| Aim of the exercise |
Wherever the string "Марта" occurs in a line of these records, report that line.

| Data under study |
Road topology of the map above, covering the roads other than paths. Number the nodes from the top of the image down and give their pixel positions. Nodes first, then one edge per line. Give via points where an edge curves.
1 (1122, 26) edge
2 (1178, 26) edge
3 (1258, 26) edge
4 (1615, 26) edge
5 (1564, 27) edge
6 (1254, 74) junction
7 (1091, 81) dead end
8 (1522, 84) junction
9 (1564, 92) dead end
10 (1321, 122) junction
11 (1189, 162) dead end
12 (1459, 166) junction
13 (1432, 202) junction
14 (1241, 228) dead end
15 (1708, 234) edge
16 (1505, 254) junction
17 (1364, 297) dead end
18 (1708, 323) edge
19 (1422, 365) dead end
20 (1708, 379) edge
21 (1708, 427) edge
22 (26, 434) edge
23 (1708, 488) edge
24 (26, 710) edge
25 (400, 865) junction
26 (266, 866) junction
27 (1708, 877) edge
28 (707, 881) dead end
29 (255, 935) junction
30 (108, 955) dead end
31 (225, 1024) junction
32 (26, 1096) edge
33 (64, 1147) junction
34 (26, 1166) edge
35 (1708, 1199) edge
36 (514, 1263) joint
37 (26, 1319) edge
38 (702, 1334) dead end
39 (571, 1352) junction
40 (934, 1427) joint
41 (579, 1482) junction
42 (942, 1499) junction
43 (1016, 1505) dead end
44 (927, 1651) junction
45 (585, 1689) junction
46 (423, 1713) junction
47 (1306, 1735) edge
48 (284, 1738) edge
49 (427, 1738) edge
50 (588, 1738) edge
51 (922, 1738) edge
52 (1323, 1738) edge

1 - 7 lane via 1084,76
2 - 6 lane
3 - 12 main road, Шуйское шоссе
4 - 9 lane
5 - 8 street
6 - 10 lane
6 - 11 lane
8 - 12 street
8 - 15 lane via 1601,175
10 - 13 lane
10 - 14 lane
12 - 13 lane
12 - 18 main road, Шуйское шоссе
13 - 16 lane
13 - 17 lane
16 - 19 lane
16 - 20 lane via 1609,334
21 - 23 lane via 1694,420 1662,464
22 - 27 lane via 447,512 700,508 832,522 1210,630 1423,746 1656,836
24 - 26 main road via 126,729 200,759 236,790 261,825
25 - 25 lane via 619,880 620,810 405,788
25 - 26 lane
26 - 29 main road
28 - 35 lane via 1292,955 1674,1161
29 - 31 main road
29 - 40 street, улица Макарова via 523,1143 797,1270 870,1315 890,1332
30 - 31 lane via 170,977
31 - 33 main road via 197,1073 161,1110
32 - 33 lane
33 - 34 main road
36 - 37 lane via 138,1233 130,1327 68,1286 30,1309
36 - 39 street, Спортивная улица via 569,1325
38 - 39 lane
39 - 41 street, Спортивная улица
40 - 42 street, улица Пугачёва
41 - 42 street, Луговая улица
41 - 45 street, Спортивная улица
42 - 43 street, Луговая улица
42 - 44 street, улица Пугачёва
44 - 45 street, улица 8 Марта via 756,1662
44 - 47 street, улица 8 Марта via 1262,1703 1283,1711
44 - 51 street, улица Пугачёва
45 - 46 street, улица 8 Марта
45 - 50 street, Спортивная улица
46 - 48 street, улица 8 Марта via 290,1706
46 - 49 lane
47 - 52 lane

| Output for this task |
44 - 45 street, улица 8 Марта via 756,1662
44 - 47 street, улица 8 Марта via 1262,1703 1283,1711
45 - 46 street, улица 8 Марта
46 - 48 street, улица 8 Марта via 290,1706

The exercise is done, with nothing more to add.